The demographics for colleges are changing. Adult learners, typically 25 years and older, need courses and college programs that fit their lifestyles and needs. Students want to complete their degrees. They put them on hold because of life commitments, such as starting a family or serving in the military. College leaders, states, and non-profit programs understand this ongoing situation. A need exists to upskill workers quickly. A new training or certification helps workers to obtain new jobs or to improve their abilities for their current employment. These four tips target how college leaders could create or improve the offerings and services for adult education seekers.

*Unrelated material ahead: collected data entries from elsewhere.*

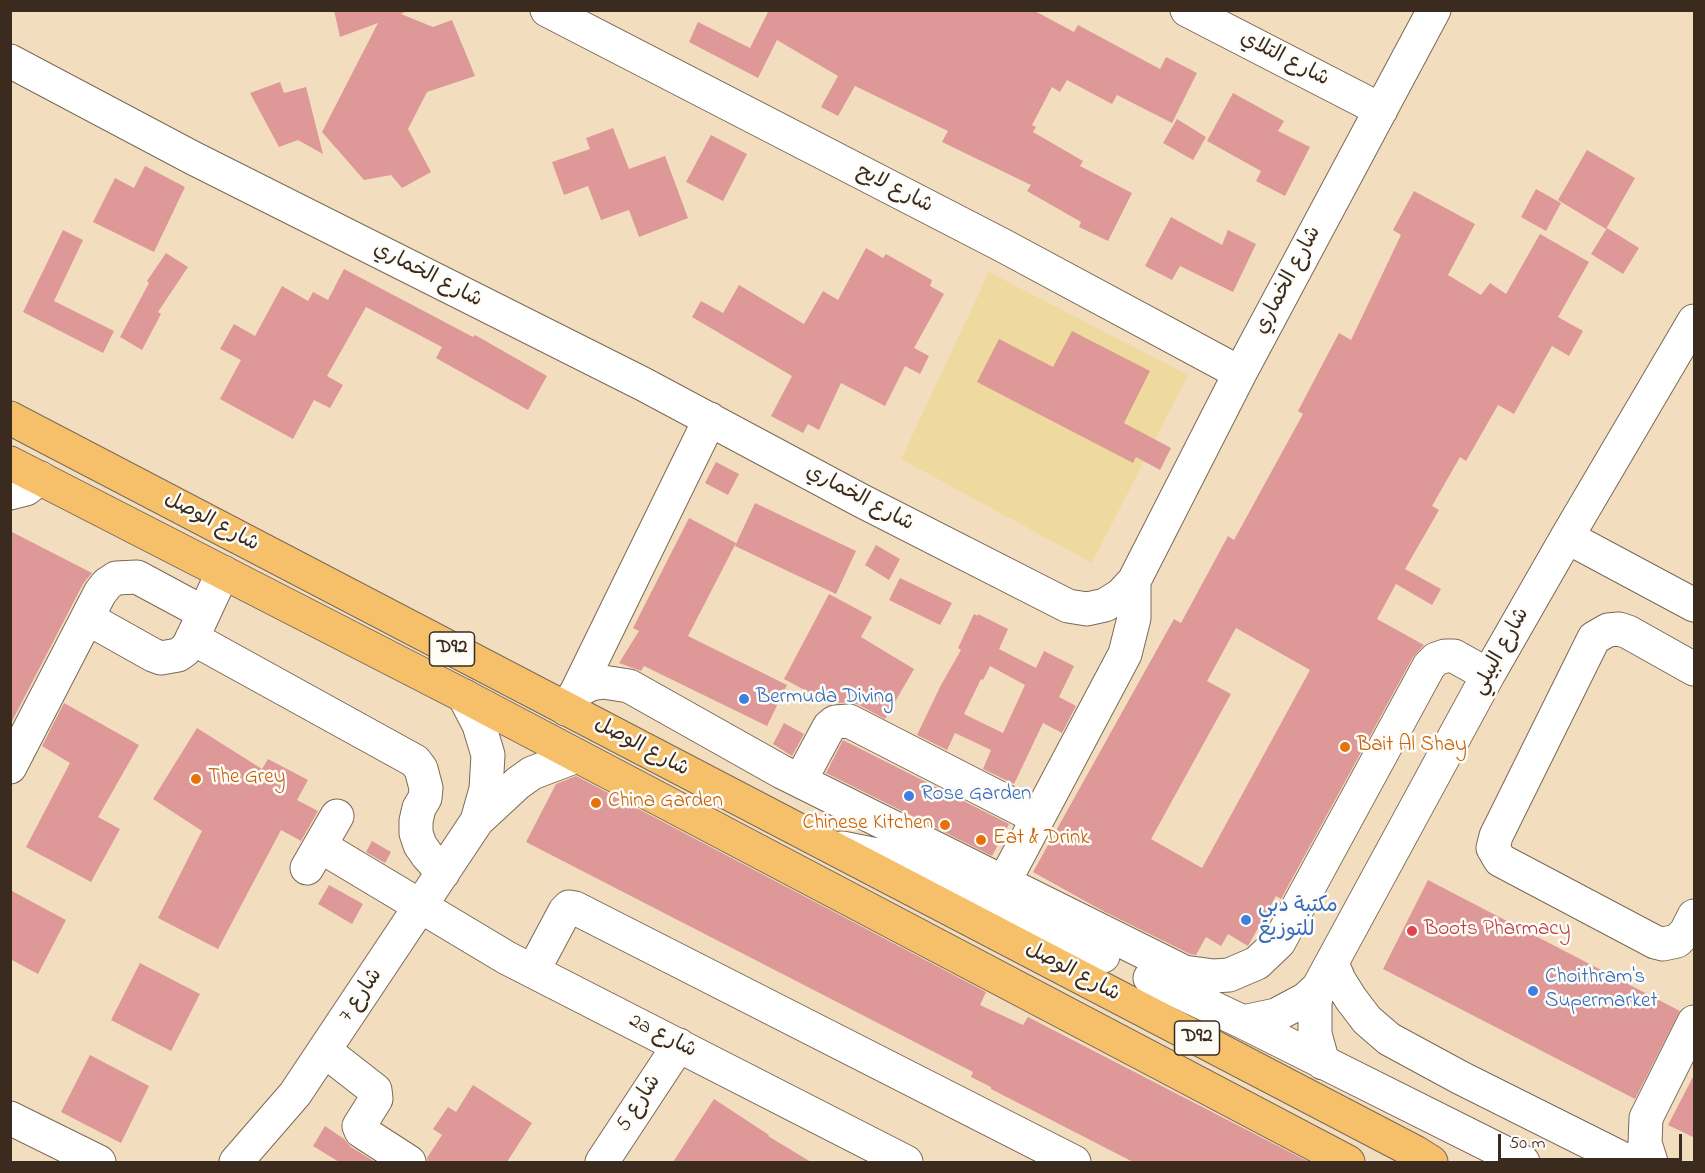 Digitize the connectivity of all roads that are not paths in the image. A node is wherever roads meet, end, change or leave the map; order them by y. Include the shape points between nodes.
1 (547, 10) edge
2 (1187, 10) edge
3 (1434, 10) edge
4 (10, 61) edge
5 (1381, 110) junction
6 (1695, 321) edge
7 (1240, 373) junction
8 (10, 418) edge
9 (710, 419) junction
10 (10, 463) edge
11 (40, 478) junction
12 (10, 493) edge
13 (1567, 537) junction
14 (223, 572) junction
15 (1134, 581) junction
16 (1695, 605) edge
17 (87, 618) junction
18 (198, 625) junction
19 (1695, 669) edge
20 (1488, 675) junction
21 (464, 696) junction
22 (572, 700) junction
23 (577, 756) junction
24 (10, 767) edge
25 (800, 781) junction
26 (337, 816) dead end
27 (1038, 818) junction
28 (477, 821) junction
29 (831, 847) junction
30 (443, 873) junction
31 (1004, 882) junction
32 (421, 907) junction
33 (1695, 916) edge
34 (1116, 950) junction
35 (533, 971) junction
36 (1325, 975) junction
37 (1243, 1022) junction
38 (1695, 1022) edge
39 (679, 1045) junction
40 (325, 1051) junction
41 (1323, 1063) junction
42 (1461, 1078) junction
43 (1398, 1099) junction
44 (10, 1118) edge
45 (1428, 1159) edge
46 (1339, 1160) edge
47 (99, 1162) edge
48 (236, 1162) edge
49 (409, 1162) edge
50 (602, 1162) edge
51 (906, 1162) edge
52 (1074, 1162) edge
53 (1523, 1162) edge
54 (1629, 1162) edge
55 (1651, 1162) edge

1 - 7 street, شارع لايح
2 - 5 street, شارع التلاي
3 - 5 street, شارع الخماري
4 - 9 street, شارع الخماري via 193,158
5 - 7 street, شارع الخماري
6 - 13 street, شارع البيلي
7 - 15 street, شارع الخماري
8 - 22 main road, شارع الوصل / D92
9 - 15 street, شارع الخماري via 1068,606 1087,609 1105,605
9 - 22 street
10 - 11 main road, شارع الوصل / D92
11 - 12 street via 26,489
11 - 14 main road, شارع الوصل / D92
13 - 16 street
13 - 20 street, شارع البيلي
14 - 18 street
14 - 21 main road, شارع الوصل / D92
15 - 27 street via 1134,618 1125,654
17 - 18 street via 161,658 185,650
17 - 18 street via 107,584 116,578 137,576 147,580
17 - 24 street
18 - 30 street via 415,761 426,788 416,833 420,845
19 - 33 street via 1619,629 1594,638 1493,848 1500,860 1655,942 1677,942
20 - 34 street via 1454,656 1436,659 1429,666 1279,942 1257,963 1228,975 1198,975
20 - 36 street, شارع البيلي
21 - 23 main road, شارع الوصل / D92
21 - 28 street, شارع 7 via 488,755 486,789
22 - 25 street via 591,684 629,686
22 - 29 main road, شارع الوصل / D92
23 - 28 street, شارع 7 via 532,773
23 - 46 main road, شارع الوصل / D92
25 - 27 street via 829,727 835,722 849,721
25 - 31 street
26 - 32 street, 2a شارع via 313,857
27 - 31 street
28 - 30 street, شارع 7
29 - 34 street via 868,852 916,866
29 - 45 main road, شارع الوصل / D92
30 - 32 street, شارع 7
31 - 34 street
32 - 35 street, 2a شارع
32 - 40 street, شارع 7
34 - 37 street
35 - 39 street, 2a شارع
35 - 52 street via 565,911 575,908
36 - 37 street, شارع البيلي via 1306,999 1276,1015
36 - 41 street, شارع البيلي via 1314,1011
36 - 42 street via 1339,980 1351,999 1389,1039
37 - 41 street
38 - 55 street via 1646,1118 1645,1143
39 - 50 street, شارع 5
39 - 51 street, 2a شارع
40 - 48 street, شارع 7 via 295,1094
40 - 49 street via 375,1090 376,1099 359,1126 361,1131
41 - 43 street
42 - 43 street
42 - 54 street
43 - 53 street
44 - 47 street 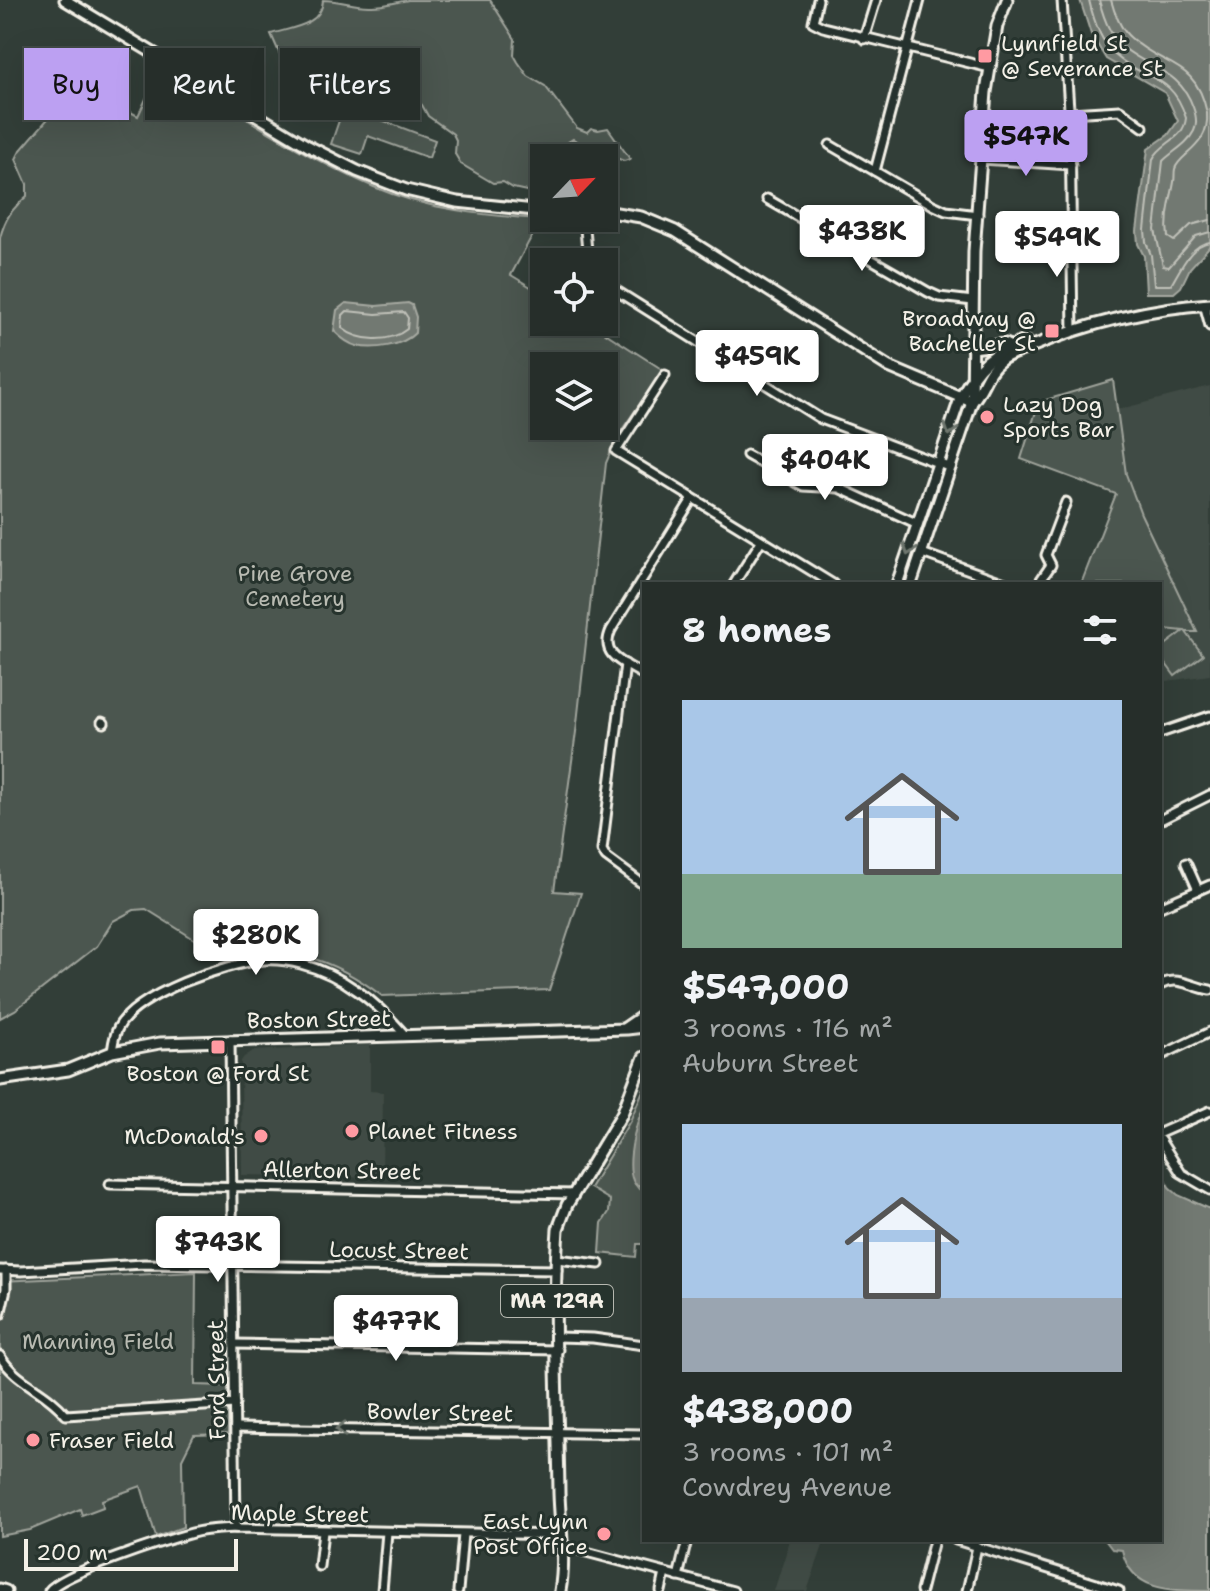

1.) College Leaders Create Clear Goals and Collaborate for Adult Education
Besides that, college leaders collaborate with local and state organizations to address the needs of adult education students. For example, My Future NC, a non-profit developed the Project Kitty Hawk program in North Carolina. By 2030, the goal focuses on providing “a high-quality credential or postsecondary degree” to 2 million NC residents. The organization found that nearly 2 million North Carolinians did not complete their degrees. Additionally, they noticed that many NC residents turned to out-of-state programs for their short-term educational needs. Therefore, other college leaders could connect with state agencies and programs to develop similar initiatives. By analyzing the market, leaders could revise programs to target adult learners and address their needs. Setting clear goals will help them achieve this objective.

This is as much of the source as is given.